Book Summary - Auditing
Book Summary - Auditing
Book Summary - Auditing
Auditing is a process of examining and assure that the client’s financial statement is fairly
stated or the actual financial condition is already stated.
Audit Objectives
1. Transaction related audit objectives
2. Balance related audit objectives
3. Presentation and disclosure audit objectives
Management Assertion
Implied or expressed representations by management about classes of transactions and related
accounts and disclosures in the financial statements.
1. Assertions about classes of transaction and events
Occurrence – Transactions and events that have been recorded have occurred
and pertain to the entity
Completeness – All transactions and events that should have been recorded
have been recorded
Accuracy – Amounts and other data relating to recorded transactions and
events have been recorded appropriately
Classification – Transactions and events have been recorded in the proper
accounts
Cutoff – Transactions and events have been recorded in the correct accounting
period.
2. Assertions about account balances
Existence – Assets, liabilities, and equity interests exist.
Completeness – All assets, liabilities, and equity interests that should have
been recorded have been recorded.
Valuation and allocation – Assets, liabilities, and equity interests are included
in the financial statements at appropriate amounts and any resulting valuation
adjustments are appropriately recorded.
Rights and obligations – The entity holds or controls the rights to assets, and
liabilities are the obligation of the entity.
3. Assertions about presentation and disclosures
Occurrence and rights and obligations – Disclosed events and transactions
have occurred and pertain to the entity
Completeness – All disclosures that should have been included in the financial
statements have been included.
Accuracy and valuation – Financial and other information are disclosed
appropriately and at appropriate amounts.
Classification and understandability – Financial and other information is
appropriately presented and described and disclosures are clearly expressed.
Audit Evidence
There are four decisions about what evidence to gather and how much of it to accumulate:
1. Which audit procedures to use
2. What sample size to select for a given procedure
3. Which items to select from the population
4. When to perform the procedures
Types of evidence
a. Physical examination - is the inspection or count by the auditor of a tangible asset.
b. Confirmation - describes the receipt of a direct written response from a third party
verifying the accuracy of information that was requested by the auditor.
c. Documentation - auditor’s inspection of the client’s documents and records to sub -
stantiate the information that is, or should be, included in the financial statements.
d. Analytical procedure - use comparisons and relationships to assess whether account
balances or other data appear reasonable compared to the auditor’s expectations.
e. Inquiries of the client - the obtaining of written or oral information from the client in
response to questions from the auditor.
f. Recalculation - involves rechecking a sample of calculations made by the client.

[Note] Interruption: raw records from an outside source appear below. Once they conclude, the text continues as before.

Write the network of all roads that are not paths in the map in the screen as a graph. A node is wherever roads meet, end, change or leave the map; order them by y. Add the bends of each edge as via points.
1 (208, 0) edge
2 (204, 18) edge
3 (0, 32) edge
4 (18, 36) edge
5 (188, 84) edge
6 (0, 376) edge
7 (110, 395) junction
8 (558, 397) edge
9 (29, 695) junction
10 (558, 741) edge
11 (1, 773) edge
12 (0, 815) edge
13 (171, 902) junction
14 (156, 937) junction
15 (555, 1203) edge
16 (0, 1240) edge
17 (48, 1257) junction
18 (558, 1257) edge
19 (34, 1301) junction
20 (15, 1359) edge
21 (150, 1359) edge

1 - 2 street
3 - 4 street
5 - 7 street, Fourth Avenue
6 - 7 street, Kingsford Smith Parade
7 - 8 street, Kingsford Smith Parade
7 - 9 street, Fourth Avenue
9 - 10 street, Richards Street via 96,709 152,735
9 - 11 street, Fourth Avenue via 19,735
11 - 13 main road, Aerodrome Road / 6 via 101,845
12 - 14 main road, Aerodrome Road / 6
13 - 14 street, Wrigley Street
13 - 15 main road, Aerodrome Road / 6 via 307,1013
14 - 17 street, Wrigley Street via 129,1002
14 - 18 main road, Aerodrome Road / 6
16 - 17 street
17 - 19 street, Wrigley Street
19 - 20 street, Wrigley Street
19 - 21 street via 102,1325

g. Reperformance - the auditor’s independent tests of client accounting procedures or
controls that were originally done as part of the entity’s accounting and internal
control system.
h. Observation - the use of the senses to assess client activities.
Audit Process
1. Plan and design an audit approach
a. Accept client and perform initial planning
b. Understand the client’s business and industry
c. Assess client business risk
d. Perform preliminary analytical procedures
e. Set materiality and assess acceptable audit risk and inherent risk
f. Understand internal control and assess control risk
g. Gather information to assess fraud risks
h. Develop overall audit plan and audit program
2. Perform tests of controls and substantive tests of transactions
a. Plan to reduce assessed level of control risk?*
b. Perform tests of controls (if yes)
c. Perform substantive tests of transactions (if no)

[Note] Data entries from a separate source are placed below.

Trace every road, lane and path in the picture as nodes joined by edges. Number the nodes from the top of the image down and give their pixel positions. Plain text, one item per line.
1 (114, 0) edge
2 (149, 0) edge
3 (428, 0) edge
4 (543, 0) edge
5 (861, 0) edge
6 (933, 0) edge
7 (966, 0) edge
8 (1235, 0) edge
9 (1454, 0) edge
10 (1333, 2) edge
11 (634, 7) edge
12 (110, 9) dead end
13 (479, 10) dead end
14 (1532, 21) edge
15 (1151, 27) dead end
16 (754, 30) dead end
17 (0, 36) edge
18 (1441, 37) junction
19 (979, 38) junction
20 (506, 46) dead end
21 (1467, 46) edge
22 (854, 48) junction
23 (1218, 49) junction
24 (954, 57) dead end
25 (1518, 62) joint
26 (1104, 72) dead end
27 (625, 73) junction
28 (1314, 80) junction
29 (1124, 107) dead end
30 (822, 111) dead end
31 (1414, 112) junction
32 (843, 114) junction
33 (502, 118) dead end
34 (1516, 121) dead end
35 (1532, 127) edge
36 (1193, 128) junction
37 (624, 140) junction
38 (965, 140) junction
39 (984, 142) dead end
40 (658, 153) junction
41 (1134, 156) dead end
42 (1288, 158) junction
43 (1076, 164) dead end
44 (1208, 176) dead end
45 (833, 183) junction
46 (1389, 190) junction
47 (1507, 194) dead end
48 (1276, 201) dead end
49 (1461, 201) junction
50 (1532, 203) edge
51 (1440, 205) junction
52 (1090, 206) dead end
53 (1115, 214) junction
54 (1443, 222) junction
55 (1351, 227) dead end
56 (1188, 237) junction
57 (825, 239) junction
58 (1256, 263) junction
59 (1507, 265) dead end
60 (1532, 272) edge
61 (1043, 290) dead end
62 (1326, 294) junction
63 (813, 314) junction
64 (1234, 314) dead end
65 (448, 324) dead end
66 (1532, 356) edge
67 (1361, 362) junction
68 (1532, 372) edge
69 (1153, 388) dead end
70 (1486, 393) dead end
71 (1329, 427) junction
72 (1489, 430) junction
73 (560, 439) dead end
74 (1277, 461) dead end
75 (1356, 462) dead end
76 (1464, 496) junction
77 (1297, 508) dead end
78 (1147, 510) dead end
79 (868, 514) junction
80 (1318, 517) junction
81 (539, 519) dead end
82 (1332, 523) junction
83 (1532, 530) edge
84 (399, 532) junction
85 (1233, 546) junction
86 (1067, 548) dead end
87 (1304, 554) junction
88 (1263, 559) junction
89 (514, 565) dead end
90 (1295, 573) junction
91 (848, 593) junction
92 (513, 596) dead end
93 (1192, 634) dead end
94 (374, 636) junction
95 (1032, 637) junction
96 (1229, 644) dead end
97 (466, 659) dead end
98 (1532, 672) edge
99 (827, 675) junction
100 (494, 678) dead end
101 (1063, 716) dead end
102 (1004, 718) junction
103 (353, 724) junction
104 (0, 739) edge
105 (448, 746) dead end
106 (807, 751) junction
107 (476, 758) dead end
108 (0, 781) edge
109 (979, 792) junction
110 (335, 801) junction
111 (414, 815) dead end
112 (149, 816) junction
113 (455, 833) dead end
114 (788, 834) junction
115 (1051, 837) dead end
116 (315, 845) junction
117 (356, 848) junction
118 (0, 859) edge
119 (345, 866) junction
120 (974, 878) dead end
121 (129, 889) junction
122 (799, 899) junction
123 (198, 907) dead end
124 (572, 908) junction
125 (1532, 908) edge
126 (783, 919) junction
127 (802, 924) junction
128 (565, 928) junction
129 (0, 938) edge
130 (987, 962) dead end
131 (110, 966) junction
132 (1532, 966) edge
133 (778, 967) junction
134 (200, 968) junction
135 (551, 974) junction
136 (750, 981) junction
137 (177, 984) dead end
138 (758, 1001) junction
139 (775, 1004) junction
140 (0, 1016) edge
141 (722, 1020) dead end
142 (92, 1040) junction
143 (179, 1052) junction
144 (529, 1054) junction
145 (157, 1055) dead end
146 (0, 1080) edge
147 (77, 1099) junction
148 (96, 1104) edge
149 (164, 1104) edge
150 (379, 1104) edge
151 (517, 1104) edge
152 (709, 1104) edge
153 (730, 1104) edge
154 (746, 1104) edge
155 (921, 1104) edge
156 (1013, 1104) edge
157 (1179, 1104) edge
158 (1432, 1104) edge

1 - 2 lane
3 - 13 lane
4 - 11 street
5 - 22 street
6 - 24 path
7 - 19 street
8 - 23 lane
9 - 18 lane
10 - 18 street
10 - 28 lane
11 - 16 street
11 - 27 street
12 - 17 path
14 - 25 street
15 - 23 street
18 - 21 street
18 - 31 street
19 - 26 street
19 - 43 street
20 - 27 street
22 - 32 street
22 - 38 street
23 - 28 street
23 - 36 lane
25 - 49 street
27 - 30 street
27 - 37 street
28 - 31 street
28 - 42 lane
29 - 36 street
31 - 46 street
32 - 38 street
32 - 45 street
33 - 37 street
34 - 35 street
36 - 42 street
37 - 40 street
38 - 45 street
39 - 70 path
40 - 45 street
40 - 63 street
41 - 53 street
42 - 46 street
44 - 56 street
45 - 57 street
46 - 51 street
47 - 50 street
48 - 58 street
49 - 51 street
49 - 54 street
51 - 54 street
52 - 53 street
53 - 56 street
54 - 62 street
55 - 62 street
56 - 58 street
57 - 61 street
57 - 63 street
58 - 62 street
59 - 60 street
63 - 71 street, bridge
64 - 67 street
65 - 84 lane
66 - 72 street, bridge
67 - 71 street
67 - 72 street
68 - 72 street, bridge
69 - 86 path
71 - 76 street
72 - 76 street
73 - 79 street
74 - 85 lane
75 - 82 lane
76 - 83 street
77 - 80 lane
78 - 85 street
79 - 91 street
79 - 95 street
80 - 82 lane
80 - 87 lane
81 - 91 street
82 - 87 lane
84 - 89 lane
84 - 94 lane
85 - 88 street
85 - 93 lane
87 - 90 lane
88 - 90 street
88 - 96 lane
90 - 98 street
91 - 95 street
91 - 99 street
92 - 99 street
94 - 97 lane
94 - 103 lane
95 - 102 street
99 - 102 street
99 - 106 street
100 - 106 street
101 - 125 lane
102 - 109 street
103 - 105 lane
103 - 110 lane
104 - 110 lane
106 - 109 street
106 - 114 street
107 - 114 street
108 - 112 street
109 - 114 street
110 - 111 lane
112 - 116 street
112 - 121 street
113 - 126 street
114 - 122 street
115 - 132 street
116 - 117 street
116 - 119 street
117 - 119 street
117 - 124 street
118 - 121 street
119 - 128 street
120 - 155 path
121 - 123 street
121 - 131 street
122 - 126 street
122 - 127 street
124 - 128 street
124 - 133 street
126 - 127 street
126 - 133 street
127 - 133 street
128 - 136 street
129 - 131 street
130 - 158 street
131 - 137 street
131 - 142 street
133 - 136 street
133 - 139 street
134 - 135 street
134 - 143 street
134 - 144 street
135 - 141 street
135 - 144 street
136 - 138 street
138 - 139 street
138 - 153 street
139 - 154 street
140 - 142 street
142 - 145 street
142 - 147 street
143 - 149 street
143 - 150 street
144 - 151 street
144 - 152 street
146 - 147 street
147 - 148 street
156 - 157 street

d. Asses likelihood of misstatements in financial statement (Low; Medium,
High/Unknown)
3. Perform analytical procedures and tests of details of balances
a. Classified the likelihood of misstatements in financial statement (Low; Medium;
High/Unknown)
b. Perform analytical procedures
c. Perform additional tests of details of balances
4. Complete the audit and issue an audit report
a. Perform additional tests for presentation and disclosure
b. Accumulate final evidance
c. Evaluate results
d. Issue audit report
- The Standard Unqualified report is issued when the following condition
have been met:
1) All statements—balance sheet, income statement, statement of retained
earnings, and statement of cash flows—are included in the financial
statements.
2) The three general standards have been followed in all respects on the
engagement.
3) Sufficient appropriate evidence has been accumulated, and the auditor has
conducted the engagement in a manner that enables him or her to conclude
that the three standards of field work have been met.
4) The financial statements are presented in accordance with U.S. generally
accepted accounting principles/or PSAK. This also means that adequate
disclosures have been included in the footnotes and other parts of the
financial statements.
5) There are no circumstances requiring the addition of an explanatory
paragraph or modification of the wording of the report.
Management Assertion
IMPORTANT: Completeness, Existance, Accuracy, and Valuation
These 4 kind of assertion already cover up another assertion.
Another assertion: Disclosure, Classification, Cut-off date, Rights and Obligation.